**WHAT TO DO**
Transcribe exactly the lines from the top of the records below through the line that holds "5 dict begin", both included, with no pictures.
★ ★ ★
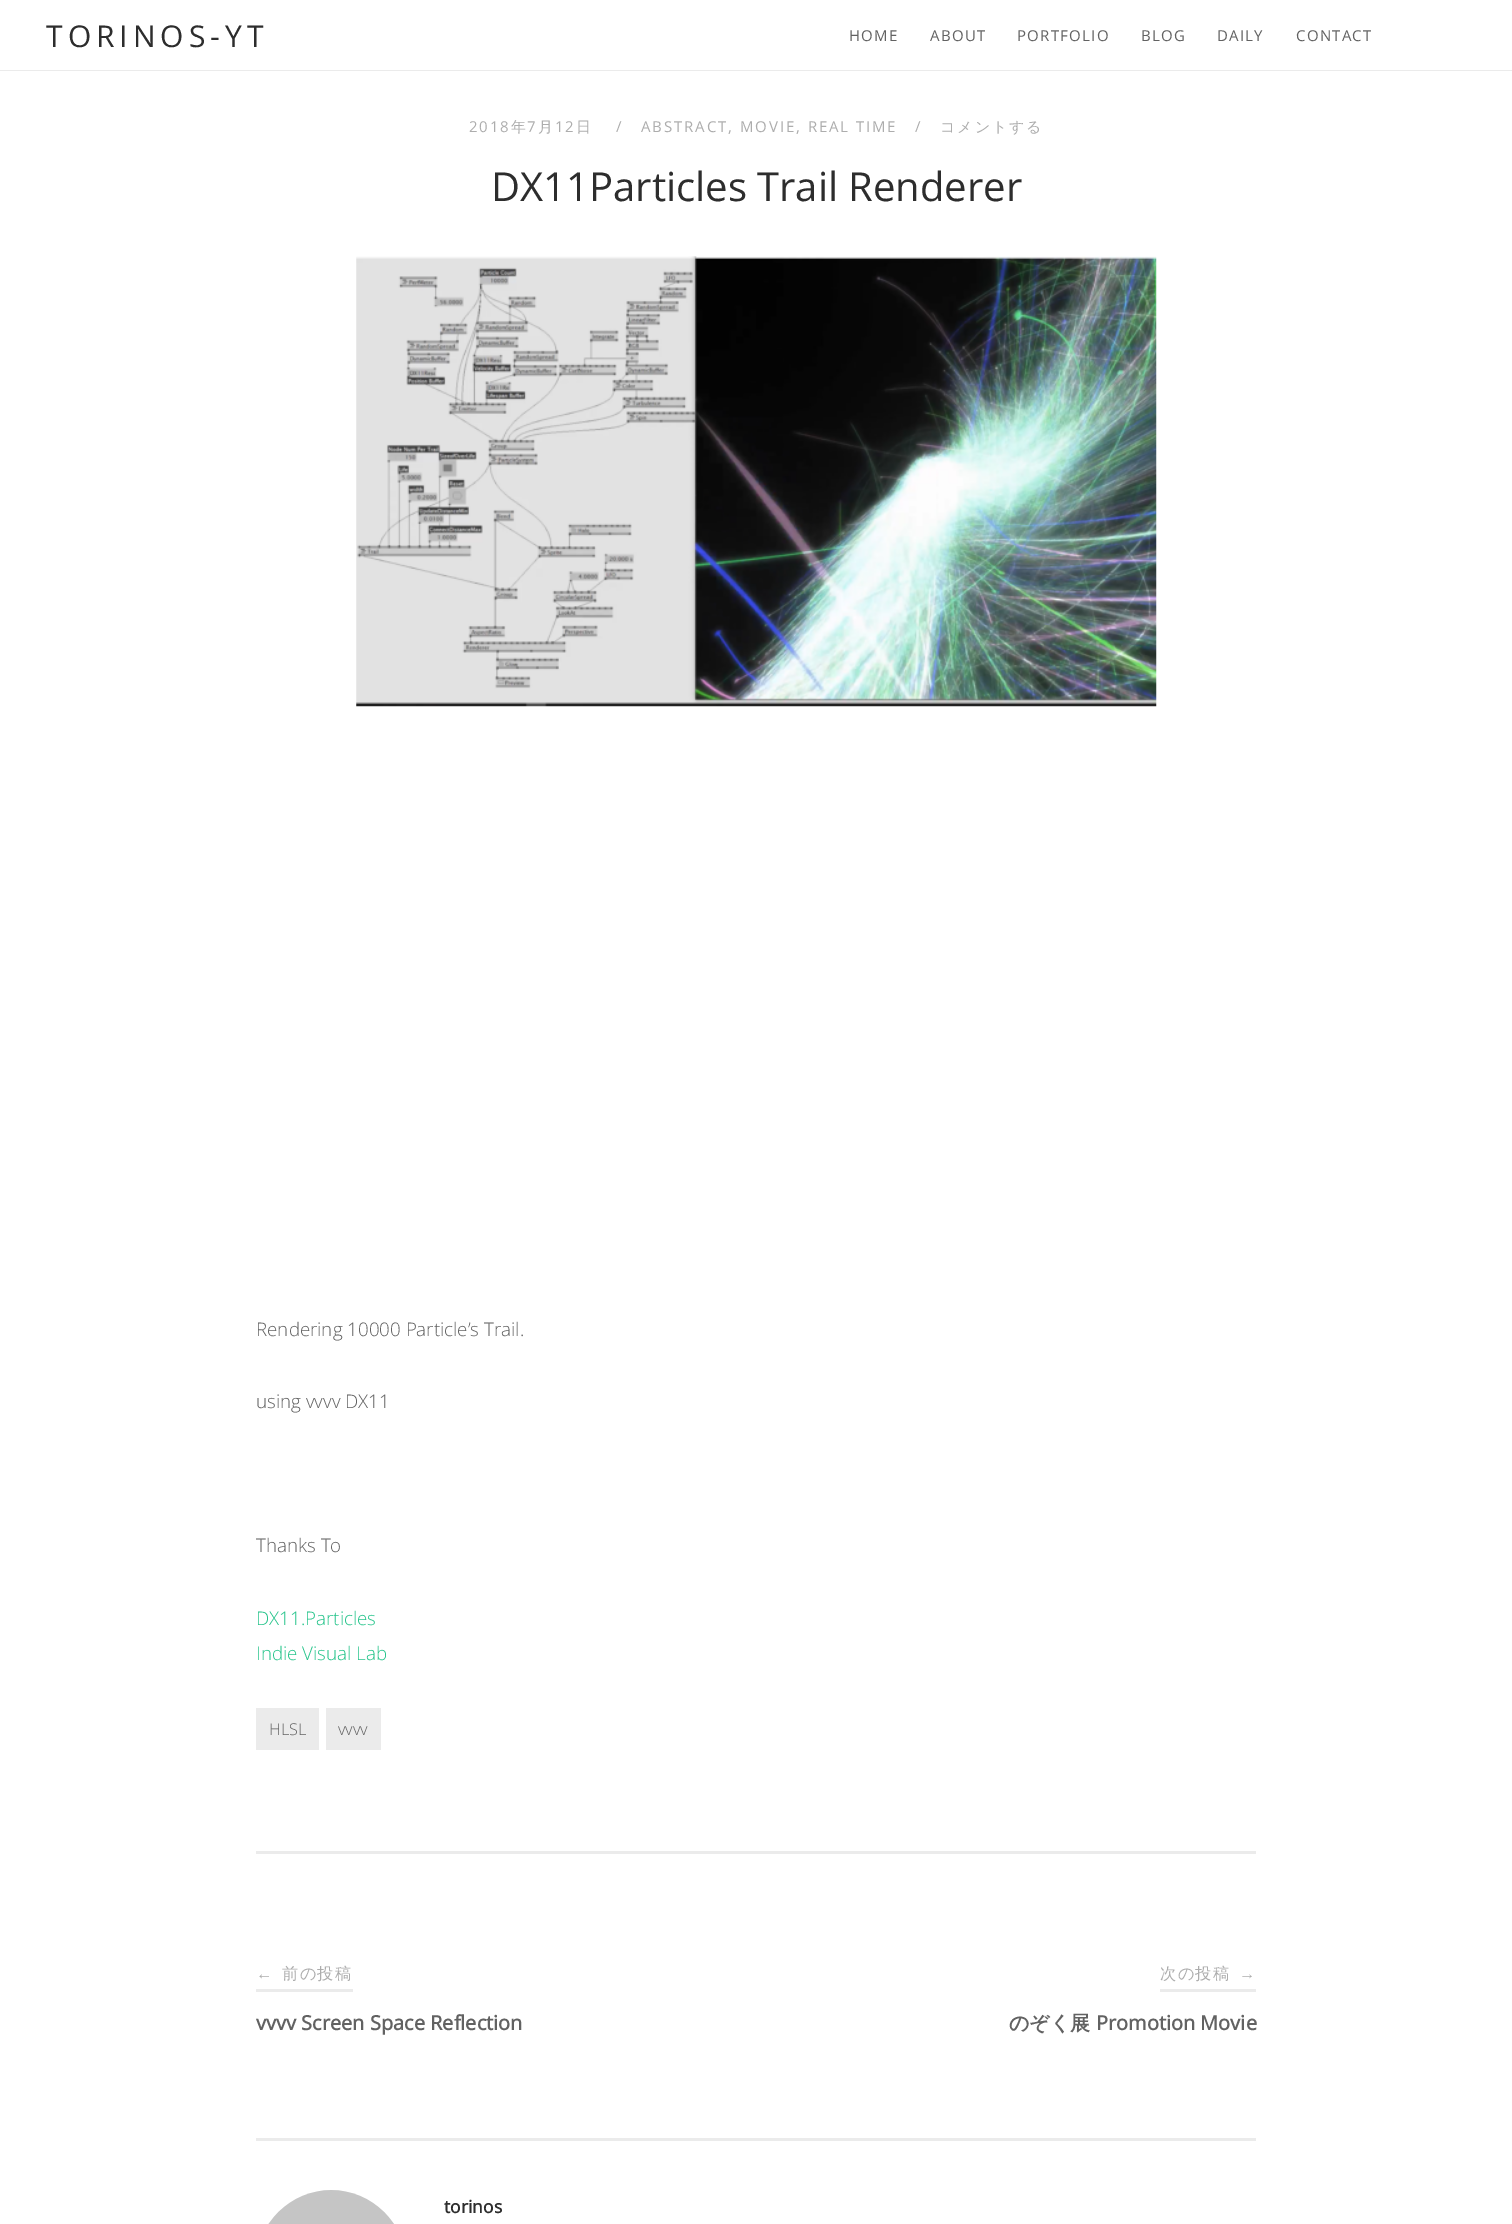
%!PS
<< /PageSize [1512 2224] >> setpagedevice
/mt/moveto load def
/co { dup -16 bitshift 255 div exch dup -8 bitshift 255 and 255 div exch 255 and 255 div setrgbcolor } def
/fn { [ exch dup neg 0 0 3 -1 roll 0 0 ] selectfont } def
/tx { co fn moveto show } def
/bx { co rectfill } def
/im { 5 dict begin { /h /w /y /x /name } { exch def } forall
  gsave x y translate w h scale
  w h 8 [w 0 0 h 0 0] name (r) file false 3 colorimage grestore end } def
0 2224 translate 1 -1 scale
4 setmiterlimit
0 0 1512 2224 16#FFFFFF bx
0 70 1512 1 16#EBEBEB bx
(media/1.raw) 356 256 801 451 im
256 1708 63 42 16#EBEBEB bx
326 1708 55 42 16#EBEBEB bx
256 1851 1000 3 16#EBEBEB bx
256 2138 1000 3 16#EBEBEB bx
256 1989 97 3 16#EBEBEB bx
1160 1989 96 3 16#EBEBEB bx
(media/2.raw) 268 2190 126 34 im
/OpenSans-Regular 30 fn
16#2D2D2D co
46 47 mt 5 0 (TORINOS-YT) ashow
/OpenSans-Regular 15 fn
16#626262 co
849 41 mt 1.25 0 (HOME) ashow
930 41 mt 1.25 0 (ABOUT) ashow
1017 41 mt 1.25 0 (PORTFOLIO) ashow
1141 41 mt 1.25 0 (BLOG) ashow
1217 41 mt 1.25 0 (DAILY) ashow
1296 41 mt 1.25 0 (CONTACT) ashow
16#ADADAD co
469 132 mt 1.9 0 (2018) ashow
/WenQuanYiZenHei-Medium 15 fn
511 132 mt 1.9 0 (年) ashow
/OpenSans-Regular 15 fn
527 132 mt 1.9 0 (7) ashow
/WenQuanYiZenHei-Medium 15 fn
538 132 mt 1.9 0 (月) ashow
/OpenSans-Regular 15 fn
555 132 mt 1.9 0 (12) ashow
/WenQuanYiZenHei-Medium 15 fn
576 132 mt 1.9 0 (日) ashow
/OpenSans-Regular 15 fn
616 132 mt 1.9 0 (/) ashow
641 132 mt 1.9 0 (ABSTRACT, MOVIE, REAL TIME) ashow
915 132 mt 1.9 0 (/) ashow
/WenQuanYiZenHei-Medium 15 fn
940 132 mt 1.9 0 (コメントする) ashow
(DX11Particles Trail Renderer) 491 201 /OpenSans-Regular 40 16#2D2D2D tx
(Rendering 10000 Particle’s Trail.) 256 1336 /OpenSans-Light 18.75 16#626262 tx
(using vvvv DX11) 256 1408 /OpenSans-Light 18.75 16#626262 tx
(Thanks To) 256 1552 /OpenSans-Light 18.75 16#626262 tx
(DX11.Particles) 256 1625 /OpenSans-Light 18.75 16#24C48A tx
(Indie Visual Lab) 256 1660 /OpenSans-Light 18.75 16#24C48A tx
(HLSL) 269 1735 /OpenSans-Light 16.25 16#626262 tx
(vvvv) 338 1735 /OpenSans-Light 16.25 16#626262 tx
/LiberationSans-Regular 16.25 fn
16#ADADAD co
256 1979 mt 1.25 0 (←) ashow
/WenQuanYiZenHei-Medium 16.25 fn
282 1979 mt 1.25 0 (前の投稿) ashow
(vvvv Screen Space Reflection) 256 2030 /OpenSans-Bold 20 16#626262 tx
/WenQuanYiZenHei-Medium 16.25 fn
16#ADADAD co
1160 1979 mt 1.25 0 (次の投稿) ashow
/LiberationSans-Regular 16.25 fn
1239 1979 mt 1.25 0 (→) ashow
(のぞく展) 1009 2030 /WenQuanYiZenHei-Bold 20 16#626262 tx
(Promotion Movie) 1096 2030 /OpenSans-Bold 20 16#626262 tx
(torinos) 444 2213 /OpenSans-Bold 17.5 16#2D2D2D tx
showpage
★ ★ ★
**ANSWER TO THIS TASK**
%!PS
<< /PageSize [1512 2224] >> setpagedevice
/mt/moveto load def
/co { dup -16 bitshift 255 div exch dup -8 bitshift 255 and 255 div exch 255 and 255 div setrgbcolor } def
/fn { [ exch dup neg 0 0 3 -1 roll 0 0 ] selectfont } def
/tx { co fn moveto show } def
/bx { co rectfill } def
/im { 5 dict begin { /h /w /y /x /name } { exch def } forall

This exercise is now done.